Aykroyd offered the script to John Hughes, who was interested in the story, but ultimately turned it down because he only directed his own scripts. John Landis disliked the script and immediately turned it down. The script caught the attention of Warner Bros., who wanted John Candy to costar. Aykroyd wanted to play the parts of Judge Valkenheiser and Chris Thorne,  but the studio wanted Chevy Chase to play Thorne, and Aykroyd agreed. With no director attached, Aykroyd said he would direct the film to secure the deal, even though he didn't want to direct the film. Aykroyd later agreed to play the giant adult baby Bobo as well, after no one else wanted to play the part, and found it stressful to play two parts in heavy makeup while simultaneously directing and producing. Warner Bros. had faith in Aykroyd, and gave him a $40 million budget.

The film commenced production on May 7, 1990 in Los Angeles, California, under the title Trickhouse.

On July 12, the title was changed to Valkenvania, and a release date was scheduled for Christmas 1990. The "Valkenheiser" mansion, Town Hall, and other environments were constructed on two soundstages at Warner Bros. Studios; one of the set pieces, dubbed "Autohenge", was a garden constructed of scrap metal. Designer William Sandell was inspired by his previous experience as a kinetic sculptor. The production designers acquired props and decorations from “every prop resource in town,” as well as Aykroyd's personal collection.

The Greystone Mansion in Los Angeles was used to shoot the scenes depicting Chris Thorne's New York City apartment.

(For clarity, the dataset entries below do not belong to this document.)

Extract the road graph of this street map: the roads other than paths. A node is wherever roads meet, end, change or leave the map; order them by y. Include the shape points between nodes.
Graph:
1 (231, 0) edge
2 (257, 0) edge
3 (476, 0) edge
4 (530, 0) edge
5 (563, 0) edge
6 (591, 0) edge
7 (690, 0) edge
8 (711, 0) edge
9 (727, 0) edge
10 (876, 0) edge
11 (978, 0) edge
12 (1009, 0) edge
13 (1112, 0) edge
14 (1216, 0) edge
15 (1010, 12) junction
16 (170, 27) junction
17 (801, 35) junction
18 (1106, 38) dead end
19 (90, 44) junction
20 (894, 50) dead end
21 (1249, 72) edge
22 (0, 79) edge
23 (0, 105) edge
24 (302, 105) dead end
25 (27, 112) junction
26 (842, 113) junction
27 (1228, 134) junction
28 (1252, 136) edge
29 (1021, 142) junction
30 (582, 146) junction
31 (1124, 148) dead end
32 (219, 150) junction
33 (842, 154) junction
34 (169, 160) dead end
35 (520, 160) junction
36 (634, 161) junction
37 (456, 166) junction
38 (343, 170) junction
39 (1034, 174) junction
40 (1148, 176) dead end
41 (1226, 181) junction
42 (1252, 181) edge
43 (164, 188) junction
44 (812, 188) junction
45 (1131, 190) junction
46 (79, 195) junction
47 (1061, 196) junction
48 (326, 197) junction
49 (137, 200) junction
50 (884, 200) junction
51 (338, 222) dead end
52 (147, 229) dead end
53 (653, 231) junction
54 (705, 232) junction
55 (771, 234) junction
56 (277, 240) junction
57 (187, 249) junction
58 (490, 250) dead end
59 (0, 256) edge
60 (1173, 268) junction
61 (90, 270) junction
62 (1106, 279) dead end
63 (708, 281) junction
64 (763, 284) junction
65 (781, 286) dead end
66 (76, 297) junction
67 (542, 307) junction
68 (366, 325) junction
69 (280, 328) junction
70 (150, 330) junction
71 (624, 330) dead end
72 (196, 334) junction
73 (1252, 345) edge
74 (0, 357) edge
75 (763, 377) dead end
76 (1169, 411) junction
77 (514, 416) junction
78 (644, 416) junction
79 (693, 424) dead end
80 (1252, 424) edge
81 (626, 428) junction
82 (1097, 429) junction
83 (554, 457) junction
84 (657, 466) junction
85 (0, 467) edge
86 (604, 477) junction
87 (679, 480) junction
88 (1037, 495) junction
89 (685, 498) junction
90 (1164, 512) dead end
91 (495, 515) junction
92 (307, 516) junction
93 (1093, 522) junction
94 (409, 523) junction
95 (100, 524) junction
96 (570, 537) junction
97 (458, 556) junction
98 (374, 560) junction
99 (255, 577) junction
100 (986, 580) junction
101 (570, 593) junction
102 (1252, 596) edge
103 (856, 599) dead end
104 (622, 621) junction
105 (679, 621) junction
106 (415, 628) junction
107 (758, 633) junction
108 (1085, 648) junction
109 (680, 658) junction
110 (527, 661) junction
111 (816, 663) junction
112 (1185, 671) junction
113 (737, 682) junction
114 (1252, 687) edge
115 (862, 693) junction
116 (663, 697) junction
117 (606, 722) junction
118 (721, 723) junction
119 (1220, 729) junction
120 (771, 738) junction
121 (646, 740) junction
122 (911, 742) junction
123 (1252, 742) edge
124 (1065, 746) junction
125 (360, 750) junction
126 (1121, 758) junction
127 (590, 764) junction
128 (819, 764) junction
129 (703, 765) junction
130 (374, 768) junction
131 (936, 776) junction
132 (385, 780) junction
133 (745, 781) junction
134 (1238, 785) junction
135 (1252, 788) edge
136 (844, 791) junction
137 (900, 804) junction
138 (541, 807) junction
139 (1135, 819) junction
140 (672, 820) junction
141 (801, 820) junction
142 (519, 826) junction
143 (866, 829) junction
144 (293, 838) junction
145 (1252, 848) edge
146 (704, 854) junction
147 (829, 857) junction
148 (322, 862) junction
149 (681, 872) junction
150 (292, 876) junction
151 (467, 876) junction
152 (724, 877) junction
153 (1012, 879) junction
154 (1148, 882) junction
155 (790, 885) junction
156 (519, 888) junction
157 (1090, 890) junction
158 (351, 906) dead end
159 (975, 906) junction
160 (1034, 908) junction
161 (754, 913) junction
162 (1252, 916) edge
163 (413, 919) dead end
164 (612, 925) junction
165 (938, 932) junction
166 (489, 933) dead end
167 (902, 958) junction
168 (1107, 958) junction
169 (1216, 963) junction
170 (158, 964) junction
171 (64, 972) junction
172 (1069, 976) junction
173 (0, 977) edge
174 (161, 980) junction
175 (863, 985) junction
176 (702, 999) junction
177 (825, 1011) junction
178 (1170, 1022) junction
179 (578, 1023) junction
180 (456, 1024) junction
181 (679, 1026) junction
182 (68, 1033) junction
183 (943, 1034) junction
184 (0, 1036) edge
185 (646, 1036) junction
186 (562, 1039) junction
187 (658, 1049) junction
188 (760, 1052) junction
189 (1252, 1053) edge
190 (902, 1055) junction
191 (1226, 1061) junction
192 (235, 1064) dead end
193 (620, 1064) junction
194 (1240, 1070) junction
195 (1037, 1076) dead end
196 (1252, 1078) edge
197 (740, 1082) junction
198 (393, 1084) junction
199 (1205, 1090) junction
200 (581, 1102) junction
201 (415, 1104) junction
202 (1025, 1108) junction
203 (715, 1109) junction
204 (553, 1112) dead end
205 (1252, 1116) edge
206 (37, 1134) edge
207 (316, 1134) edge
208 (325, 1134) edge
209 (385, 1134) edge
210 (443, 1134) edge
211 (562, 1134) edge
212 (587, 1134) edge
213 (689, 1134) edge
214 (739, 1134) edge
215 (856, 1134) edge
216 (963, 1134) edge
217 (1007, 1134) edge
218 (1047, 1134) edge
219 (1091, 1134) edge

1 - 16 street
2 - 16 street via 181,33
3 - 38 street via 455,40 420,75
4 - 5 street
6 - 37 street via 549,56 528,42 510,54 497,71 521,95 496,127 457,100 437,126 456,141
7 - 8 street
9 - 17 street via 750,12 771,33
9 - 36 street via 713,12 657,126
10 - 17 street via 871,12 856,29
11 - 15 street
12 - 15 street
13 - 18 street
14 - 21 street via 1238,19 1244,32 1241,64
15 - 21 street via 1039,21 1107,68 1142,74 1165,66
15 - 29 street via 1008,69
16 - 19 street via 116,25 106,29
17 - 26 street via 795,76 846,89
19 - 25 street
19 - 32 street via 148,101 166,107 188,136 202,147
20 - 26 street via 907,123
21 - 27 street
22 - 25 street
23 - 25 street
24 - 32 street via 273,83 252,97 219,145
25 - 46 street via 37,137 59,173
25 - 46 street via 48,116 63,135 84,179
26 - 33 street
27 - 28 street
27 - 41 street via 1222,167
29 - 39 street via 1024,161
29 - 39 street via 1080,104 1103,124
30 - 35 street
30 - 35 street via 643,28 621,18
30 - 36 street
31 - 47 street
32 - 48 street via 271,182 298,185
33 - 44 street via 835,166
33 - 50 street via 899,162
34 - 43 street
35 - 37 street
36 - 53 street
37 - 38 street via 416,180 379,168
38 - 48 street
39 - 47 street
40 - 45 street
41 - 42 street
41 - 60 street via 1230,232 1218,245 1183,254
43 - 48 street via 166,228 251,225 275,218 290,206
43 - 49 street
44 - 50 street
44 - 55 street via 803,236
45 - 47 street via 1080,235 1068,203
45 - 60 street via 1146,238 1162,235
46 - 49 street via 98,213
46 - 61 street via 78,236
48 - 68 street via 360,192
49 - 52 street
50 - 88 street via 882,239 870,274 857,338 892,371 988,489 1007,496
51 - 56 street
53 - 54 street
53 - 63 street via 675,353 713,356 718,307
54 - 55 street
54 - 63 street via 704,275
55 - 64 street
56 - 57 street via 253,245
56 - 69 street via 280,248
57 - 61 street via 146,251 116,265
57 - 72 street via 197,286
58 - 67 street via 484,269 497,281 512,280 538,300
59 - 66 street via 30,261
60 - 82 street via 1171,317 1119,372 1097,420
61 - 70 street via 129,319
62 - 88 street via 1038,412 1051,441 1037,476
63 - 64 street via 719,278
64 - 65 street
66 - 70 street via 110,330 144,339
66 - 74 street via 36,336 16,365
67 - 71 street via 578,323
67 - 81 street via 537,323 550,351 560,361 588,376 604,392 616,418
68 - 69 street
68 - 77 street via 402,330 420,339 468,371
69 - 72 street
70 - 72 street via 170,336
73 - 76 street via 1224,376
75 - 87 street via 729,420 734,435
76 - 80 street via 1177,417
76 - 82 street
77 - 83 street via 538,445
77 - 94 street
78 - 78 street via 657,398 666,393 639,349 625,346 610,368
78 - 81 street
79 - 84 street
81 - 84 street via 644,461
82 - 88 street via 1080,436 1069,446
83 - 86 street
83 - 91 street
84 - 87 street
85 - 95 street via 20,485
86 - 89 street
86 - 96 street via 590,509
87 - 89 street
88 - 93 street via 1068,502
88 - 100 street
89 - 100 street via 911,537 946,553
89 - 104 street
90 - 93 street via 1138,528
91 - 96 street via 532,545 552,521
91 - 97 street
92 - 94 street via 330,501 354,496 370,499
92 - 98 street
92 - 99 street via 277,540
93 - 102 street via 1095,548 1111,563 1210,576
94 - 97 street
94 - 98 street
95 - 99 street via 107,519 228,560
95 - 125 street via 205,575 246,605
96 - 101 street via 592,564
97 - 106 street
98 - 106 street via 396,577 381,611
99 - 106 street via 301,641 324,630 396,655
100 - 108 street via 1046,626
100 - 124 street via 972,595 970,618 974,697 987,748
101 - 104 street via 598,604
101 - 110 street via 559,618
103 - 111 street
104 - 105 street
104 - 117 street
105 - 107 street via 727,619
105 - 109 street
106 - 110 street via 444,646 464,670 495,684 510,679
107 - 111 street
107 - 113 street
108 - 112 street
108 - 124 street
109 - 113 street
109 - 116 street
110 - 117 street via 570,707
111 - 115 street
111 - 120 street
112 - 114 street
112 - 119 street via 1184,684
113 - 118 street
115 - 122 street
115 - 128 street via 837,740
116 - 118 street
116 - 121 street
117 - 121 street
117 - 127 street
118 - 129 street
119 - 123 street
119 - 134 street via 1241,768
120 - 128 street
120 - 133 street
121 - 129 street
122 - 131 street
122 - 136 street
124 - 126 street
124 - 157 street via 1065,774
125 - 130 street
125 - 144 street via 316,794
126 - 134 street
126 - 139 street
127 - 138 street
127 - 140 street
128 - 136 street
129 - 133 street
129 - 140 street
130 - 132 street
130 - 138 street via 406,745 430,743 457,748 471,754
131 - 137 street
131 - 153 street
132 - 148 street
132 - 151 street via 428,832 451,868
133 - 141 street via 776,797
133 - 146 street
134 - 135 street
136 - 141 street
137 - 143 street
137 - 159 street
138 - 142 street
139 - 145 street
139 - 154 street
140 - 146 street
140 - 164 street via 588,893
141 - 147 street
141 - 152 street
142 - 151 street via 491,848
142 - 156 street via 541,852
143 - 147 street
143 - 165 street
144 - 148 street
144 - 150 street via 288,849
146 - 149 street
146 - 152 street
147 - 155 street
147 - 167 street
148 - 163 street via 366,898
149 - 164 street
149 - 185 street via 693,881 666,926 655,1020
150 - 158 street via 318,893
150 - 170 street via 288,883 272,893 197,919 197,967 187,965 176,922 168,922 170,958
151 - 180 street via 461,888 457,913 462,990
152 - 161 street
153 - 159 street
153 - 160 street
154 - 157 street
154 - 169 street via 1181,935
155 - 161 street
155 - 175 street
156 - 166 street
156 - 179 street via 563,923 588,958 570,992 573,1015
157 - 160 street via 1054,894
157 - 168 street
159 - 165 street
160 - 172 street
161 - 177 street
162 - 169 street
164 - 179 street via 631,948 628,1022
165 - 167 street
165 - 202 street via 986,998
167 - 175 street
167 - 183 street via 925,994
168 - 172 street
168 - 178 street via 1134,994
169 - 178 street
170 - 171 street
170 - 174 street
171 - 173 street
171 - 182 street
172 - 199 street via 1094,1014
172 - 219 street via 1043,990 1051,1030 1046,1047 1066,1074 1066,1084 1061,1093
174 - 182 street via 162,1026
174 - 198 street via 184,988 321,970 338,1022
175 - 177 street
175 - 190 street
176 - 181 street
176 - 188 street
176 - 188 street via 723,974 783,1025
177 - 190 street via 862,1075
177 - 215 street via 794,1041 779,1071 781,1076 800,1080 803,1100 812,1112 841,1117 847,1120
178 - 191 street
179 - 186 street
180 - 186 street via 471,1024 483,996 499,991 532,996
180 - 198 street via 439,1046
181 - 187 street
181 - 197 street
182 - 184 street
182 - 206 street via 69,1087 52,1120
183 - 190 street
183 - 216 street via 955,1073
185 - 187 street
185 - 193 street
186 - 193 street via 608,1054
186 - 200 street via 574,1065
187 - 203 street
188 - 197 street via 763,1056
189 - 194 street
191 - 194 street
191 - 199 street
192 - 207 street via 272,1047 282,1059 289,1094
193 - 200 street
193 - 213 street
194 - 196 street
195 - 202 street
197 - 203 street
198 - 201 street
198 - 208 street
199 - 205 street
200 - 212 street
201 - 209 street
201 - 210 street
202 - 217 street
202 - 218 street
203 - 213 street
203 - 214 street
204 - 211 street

Exteriors were also shot in the Lehigh Valley, 60 miles North of Philadelphia; second-unit photography occurred in Pennsylvania, New Jersey and New York City.

The film went $5 million over budget.

Soundtrack 

Nothing but Trouble (Music from the Motion Picture Soundtrack) was released in 1991 through Warner Bros. Records. It is composed of ten songs.

Other songs
There are four additional songs that appeared in the film but were not released on the soundtrack album:
"A Garden in the Rain" performed by Blue Barron
"She's a Great, Great Girl" performed by Jack Teagarden
"Wabash Cannonball" performed by Doc Watson
"Helen Claire" performed by Michael Kamen

Release 

In December 1990, Warner Bros. changed the film's title to Nothing but Trouble. On December 20, Dan Aykroyd stated in a press release that he would always think of the film as Valkenvania. A promotional illustration by Boris Vallejo was commissioned in 1991. The film's release was delayed to recut the film for a PG-13 rating, removing the film's over the top violence, and the studio rescheduled The Bonfire of the Vanities to the Christmas 1990 release date originally held by Nothing but Trouble.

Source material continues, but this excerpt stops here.